[WHAT THE TASK REQUIRES]:
Could you report every line from the entries that includes the word "Glebelands"?

[STUDY MATERIAL]:
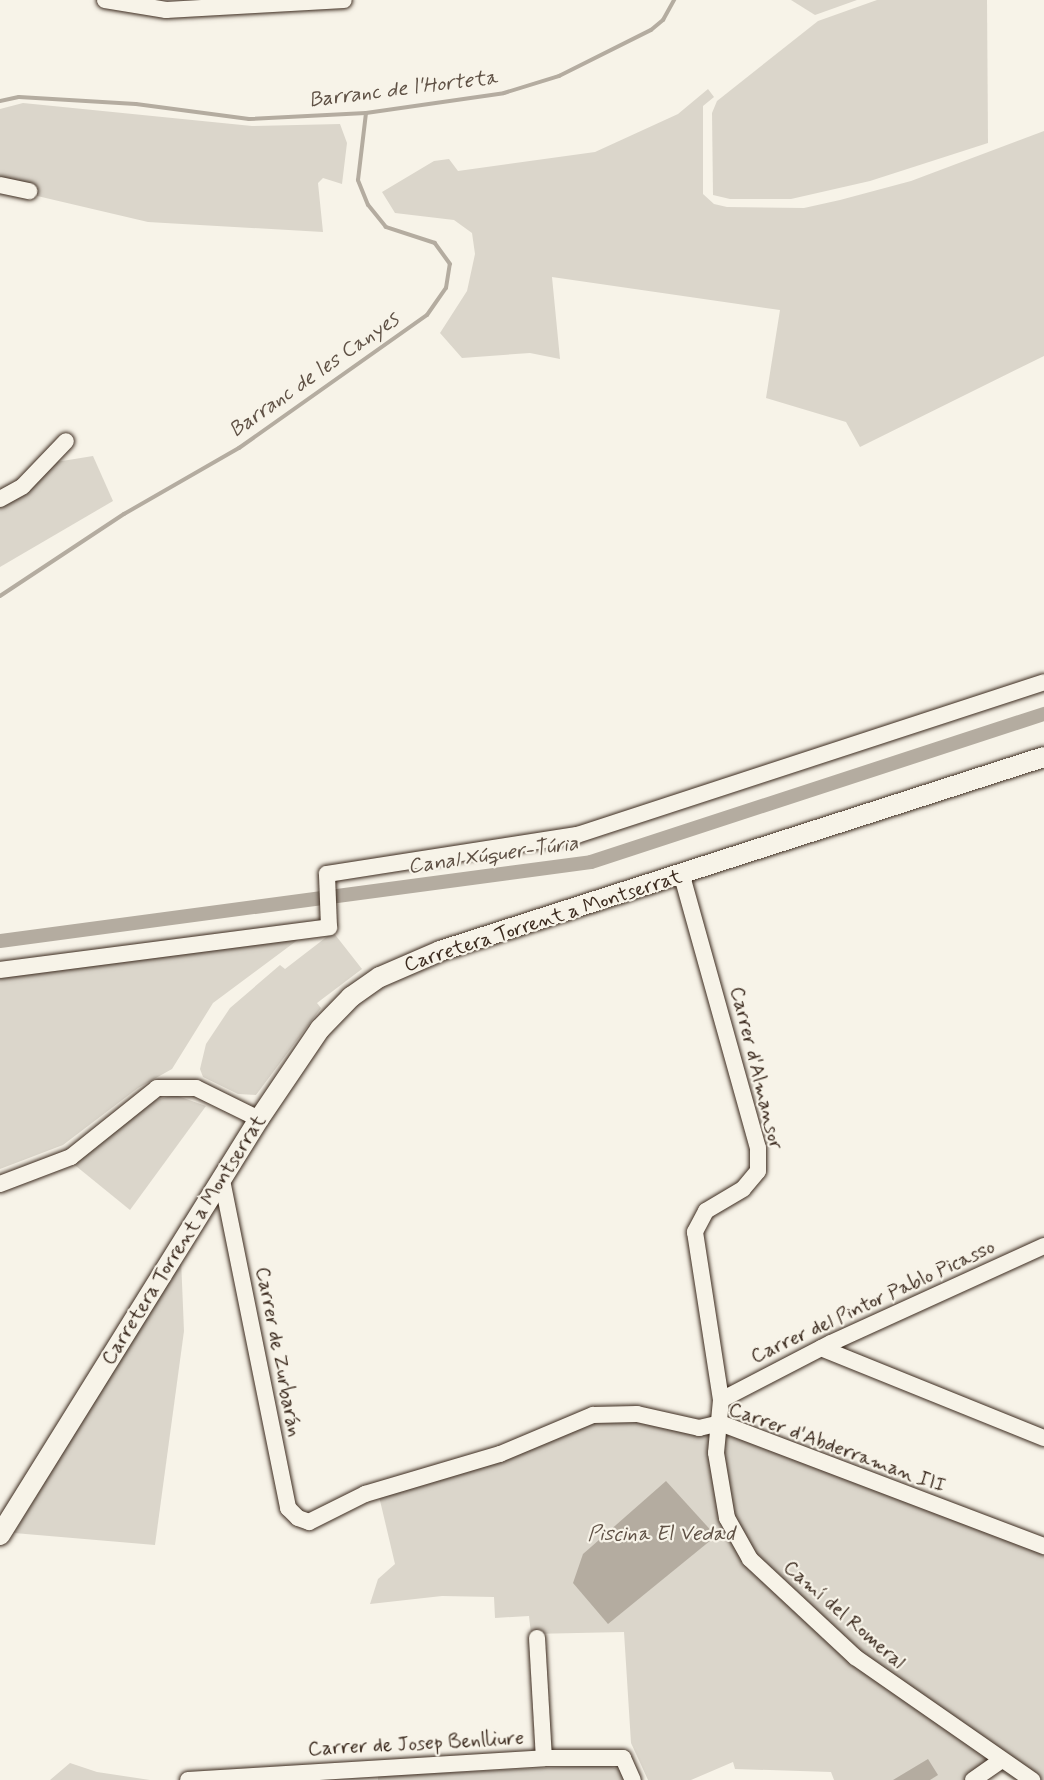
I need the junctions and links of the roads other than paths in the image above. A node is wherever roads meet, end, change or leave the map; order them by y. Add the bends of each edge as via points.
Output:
1 (105, 0) edge
2 (344, 0) edge
3 (0, 185) edge
4 (29, 190) dead end
5 (66, 441) dead end
6 (0, 499) edge
7 (1044, 682) edge
8 (1044, 757) edge
9 (682, 876) junction
10 (0, 970) edge
11 (259, 1119) junction
12 (222, 1180) junction
13 (0, 1184) edge
14 (1044, 1246) edge
15 (821, 1348) junction
16 (721, 1400) junction
17 (720, 1423) junction
18 (1044, 1438) edge
19 (309, 1522) joint
20 (0, 1535) edge
21 (1044, 1546) edge
22 (537, 1638) dead end
23 (544, 1758) junction
24 (1000, 1761) junction
25 (187, 1779) edge
26 (633, 1780) edge
27 (973, 1780) edge
28 (1032, 1780) edge

1 - 2 street via 166,10
3 - 4 street
5 - 6 street via 23,486
7 - 10 street via 577,835 327,874 329,927
8 - 9 main road, Carretera Torrent a Montserrat
9 - 11 main road, Carretera Torrent a Montserrat via 440,951 380,977 351,997 320,1029
9 - 16 street, Carrer d'Almansor via 758,1148 758,1171 743,1189 706,1211 695,1232
11 - 12 main road, Carretera Torrent a Montserrat
11 - 13 street via 196,1088 157,1088 71,1157
12 - 19 street, Carrer de Zurbarán via 288,1508
12 - 20 main road, Carretera Torrent a Montserrat
14 - 15 street, Carrer del Pintor Pablo Picasso
15 - 16 street, Carrer del Pintor Pablo Picasso
15 - 18 street
16 - 17 street, Carrer d'Almansor
17 - 19 street, Carrer d'Abderraman III via 699,1428 637,1414 593,1415 500,1454 365,1494
17 - 21 street, Carrer d'Abderraman III via 838,1472
17 - 24 street, Camí del Romeral via 718,1479 736,1541 750,1559 855,1657
22 - 23 street
23 - 25 street, Carrer de Josep Benlliure
23 - 26 street, Carrer de Josep Benlliure via 623,1758
24 - 27 street
24 - 28 street, Camí del Romeral

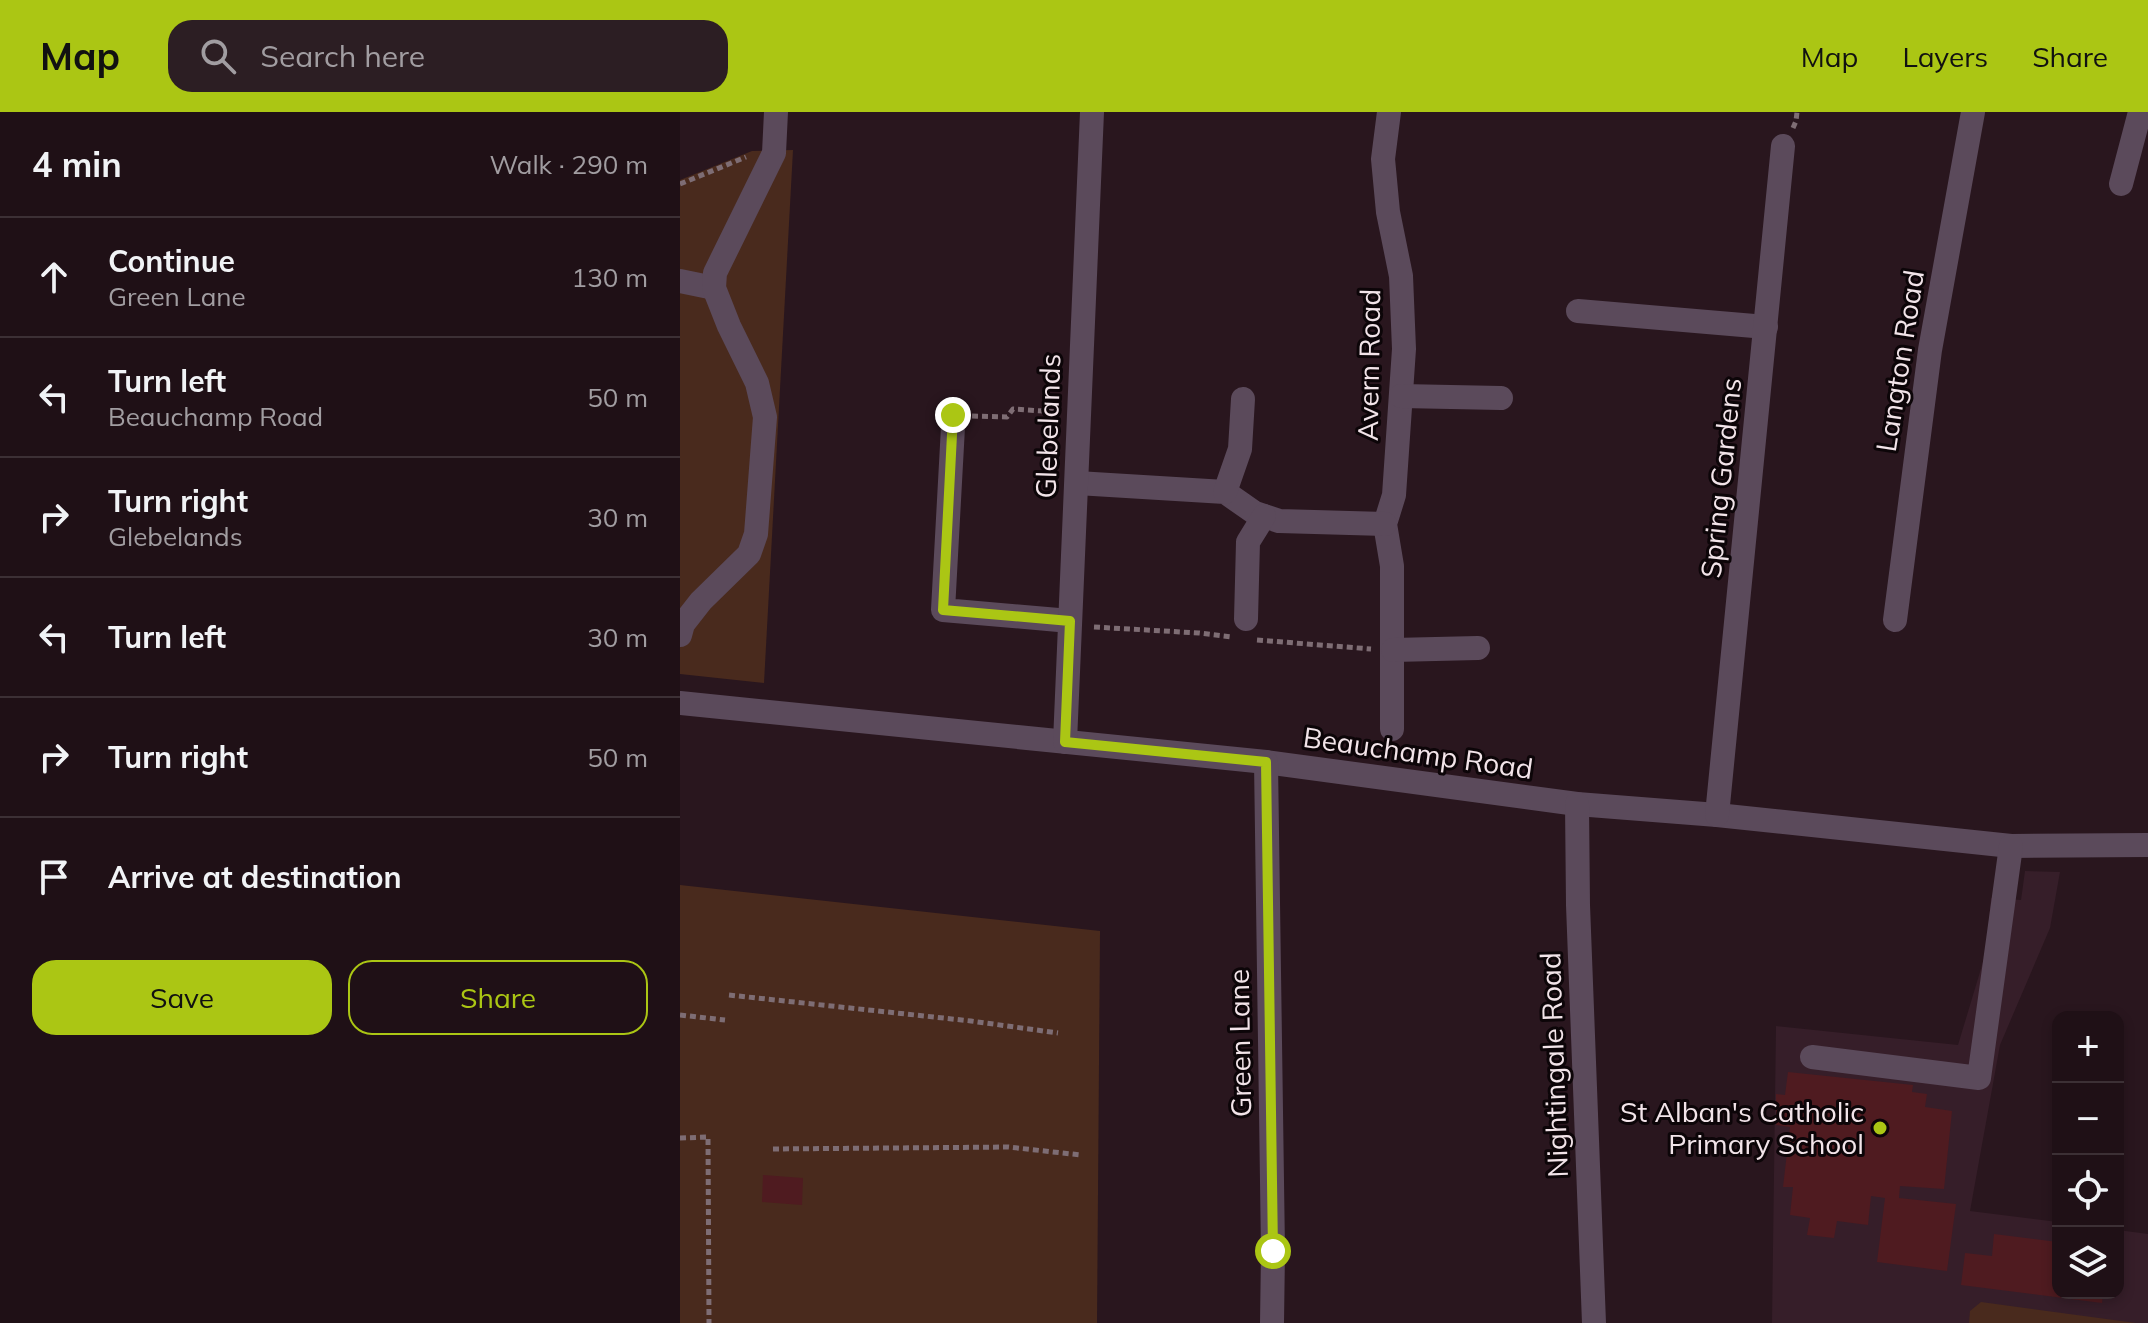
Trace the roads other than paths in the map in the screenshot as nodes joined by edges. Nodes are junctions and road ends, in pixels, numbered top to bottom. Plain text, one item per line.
1 (776, 112) edge
2 (1092, 112) edge
3 (1389, 112) edge
4 (1973, 112) edge
5 (2140, 112) edge
6 (1783, 146) dead end
7 (2121, 184) dead end
8 (680, 281) edge
9 (714, 288) junction
10 (1578, 311) dead end
11 (1766, 327) junction
12 (1401, 396) junction
13 (1501, 398) dead end
14 (1243, 399) dead end
15 (953, 427) road end
16 (1077, 483) junction
17 (1225, 492) junction
18 (1264, 516) junction
19 (1385, 524) junction
20 (1246, 619) dead end
21 (1895, 620) dead end
22 (1070, 621) junction
23 (680, 635) edge
24 (1478, 648) dead end
25 (1393, 650) junction
26 (680, 703) edge
27 (1392, 729) dead end
28 (1065, 742) junction
29 (1266, 762) junction
30 (1577, 804) junction
31 (1717, 815) junction
32 (2148, 845) edge
33 (2011, 846) junction
34 (1812, 1057) dead end
35 (1272, 1323) edge
36 (1594, 1323) edge

1 - 9 street
2 - 16 street, Glebelands
3 - 12 street, Avern Road
4 - 21 street, Langton Road
5 - 7 street
6 - 11 street, Spring Gardens
8 - 9 street
9 - 23 street
10 - 11 street
11 - 31 street, Spring Gardens
12 - 13 street
12 - 19 street, Avern Road
14 - 17 street
15 - 22 street
16 - 17 street
16 - 22 street, Glebelands
17 - 18 street
18 - 19 street
18 - 20 street
19 - 25 street, Avern Road
22 - 28 street, Glebelands
24 - 25 street
25 - 27 street, Avern Road
26 - 28 street, Beauchamp Road
28 - 29 street, Beauchamp Road
29 - 30 street, Beauchamp Road
29 - 35 street, Green Lane
30 - 31 street, Beauchamp Road
30 - 36 street, Nightingale Road
31 - 33 street, Beauchamp Road
32 - 33 street, Beauchamp Road
33 - 34 street

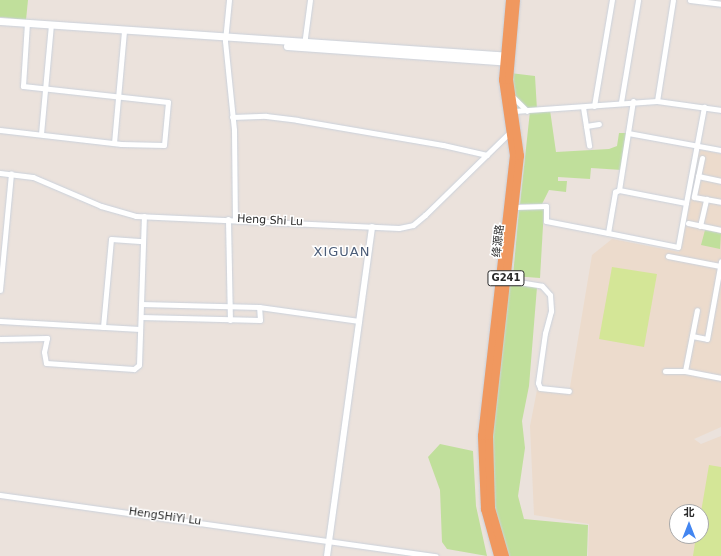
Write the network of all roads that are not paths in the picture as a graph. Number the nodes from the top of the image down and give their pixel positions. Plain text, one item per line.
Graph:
1 (229, 0) edge
2 (310, 0) edge
3 (510, 0) edge
4 (516, 0) edge
5 (612, 0) edge
6 (638, 0) edge
7 (673, 0) edge
8 (690, 0) edge
9 (721, 4) edge
10 (0, 21) edge
11 (0, 25) edge
12 (27, 25) junction
13 (50, 26) junction
14 (124, 32) junction
15 (225, 39) junction
16 (304, 44) junction
17 (508, 59) junction
18 (45, 89) junction
19 (511, 95) junction
20 (118, 97) junction
21 (633, 101) junction
22 (657, 101) junction
23 (621, 102) junction
24 (594, 106) junction
25 (704, 107) junction
26 (583, 108) junction
27 (721, 110) edge
28 (514, 111) junction
29 (527, 111) junction
30 (232, 117) junction
31 (598, 124) dead end
32 (586, 126) junction
33 (0, 130) edge
34 (510, 132) junction
35 (628, 133) junction
36 (41, 134) junction
37 (114, 143) junction
38 (590, 146) dead end
39 (697, 146) junction
40 (721, 150) edge
41 (487, 155) junction
42 (702, 158) dead end
43 (0, 173) edge
44 (11, 174) junction
45 (698, 176) junction
46 (721, 181) edge
47 (619, 190) junction
48 (706, 199) junction
49 (721, 202) edge
50 (686, 203) junction
51 (514, 207) junction
52 (144, 216) junction
53 (228, 219) junction
54 (235, 220) junction
55 (688, 223) dead end
56 (700, 226) junction
57 (372, 227) junction
58 (721, 230) edge
59 (608, 233) junction
60 (143, 241) junction
61 (668, 256) dead end
62 (721, 263) edge
63 (506, 280) junction
64 (0, 290) edge
65 (141, 304) junction
66 (229, 306) junction
67 (259, 307) junction
68 (697, 310) dead end
69 (141, 317) junction
70 (230, 320) junction
71 (0, 321) edge
72 (359, 321) junction
73 (103, 327) junction
74 (140, 329) junction
75 (692, 336) junction
76 (0, 339) edge
77 (665, 371) dead end
78 (685, 371) junction
79 (721, 378) edge
80 (570, 391) dead end
81 (0, 495) edge
82 (329, 543) junction
83 (327, 556) edge
84 (436, 556) edge
85 (498, 556) edge
86 (504, 556) edge

1 - 15 street
2 - 16 street
3 - 17 highway, 绛源路 / G241
4 - 17 highway, 绛源路 / G241
5 - 24 street
6 - 23 street
7 - 22 street
8 - 9 street
10 - 12 main road
11 - 12 main road
12 - 13 main road
12 - 18 street
13 - 14 main road
13 - 18 street
14 - 15 main road
14 - 20 street
15 - 16 main road
15 - 30 street
16 - 17 main road
17 - 19 highway, 绛源路 / G241
17 - 34 highway, 绛源路 / G241
18 - 20 street
18 - 36 street
19 - 28 highway, 绛源路 / G241
19 - 29 street
20 - 37 street
20 - 37 street
21 - 22 street
21 - 23 street
21 - 35 street
22 - 25 street
23 - 24 street
24 - 26 street
25 - 27 street
25 - 39 street
26 - 29 street
26 - 32 street
28 - 29 street
28 - 51 highway, 绛源路 / G241
30 - 41 street
30 - 54 street
31 - 32 street
32 - 38 street
33 - 36 street
34 - 41 street, Heng Shi Lu
34 - 85 highway, 绛源路 / G241
35 - 39 street
35 - 47 street
36 - 37 street
39 - 40 street
39 - 50 street
41 - 57 street, Heng Shi Lu
42 - 45 street
43 - 44 street, Heng Shi Lu
44 - 52 street, Heng Shi Lu
44 - 64 street
45 - 46 street
45 - 48 street
47 - 50 street
47 - 59 street
48 - 49 street
48 - 56 street
50 - 59 street
51 - 59 street
51 - 63 highway, 绛源路 / G241
52 - 53 street, Heng Shi Lu
52 - 60 street
53 - 54 street, Heng Shi Lu
53 - 66 street
54 - 57 street, Heng Shi Lu
55 - 56 street
56 - 58 street
57 - 72 street
60 - 65 street
60 - 73 street
61 - 62 street
62 - 75 street
63 - 80 street
63 - 86 highway, 绛源路 / G241
65 - 66 street
65 - 69 street
66 - 67 street
66 - 70 street
67 - 70 street
67 - 72 street
68 - 75 street
69 - 70 street
69 - 74 street
71 - 73 street
72 - 82 street
73 - 74 street
74 - 76 street
75 - 78 street
77 - 78 street
78 - 79 street
81 - 82 street, HengSHiYi Lu
82 - 83 street
82 - 84 street, HengSHiYi Lu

[RESULT FOR THIS TASK]:
2 - 16 street, Glebelands
16 - 22 street, Glebelands
22 - 28 street, Glebelands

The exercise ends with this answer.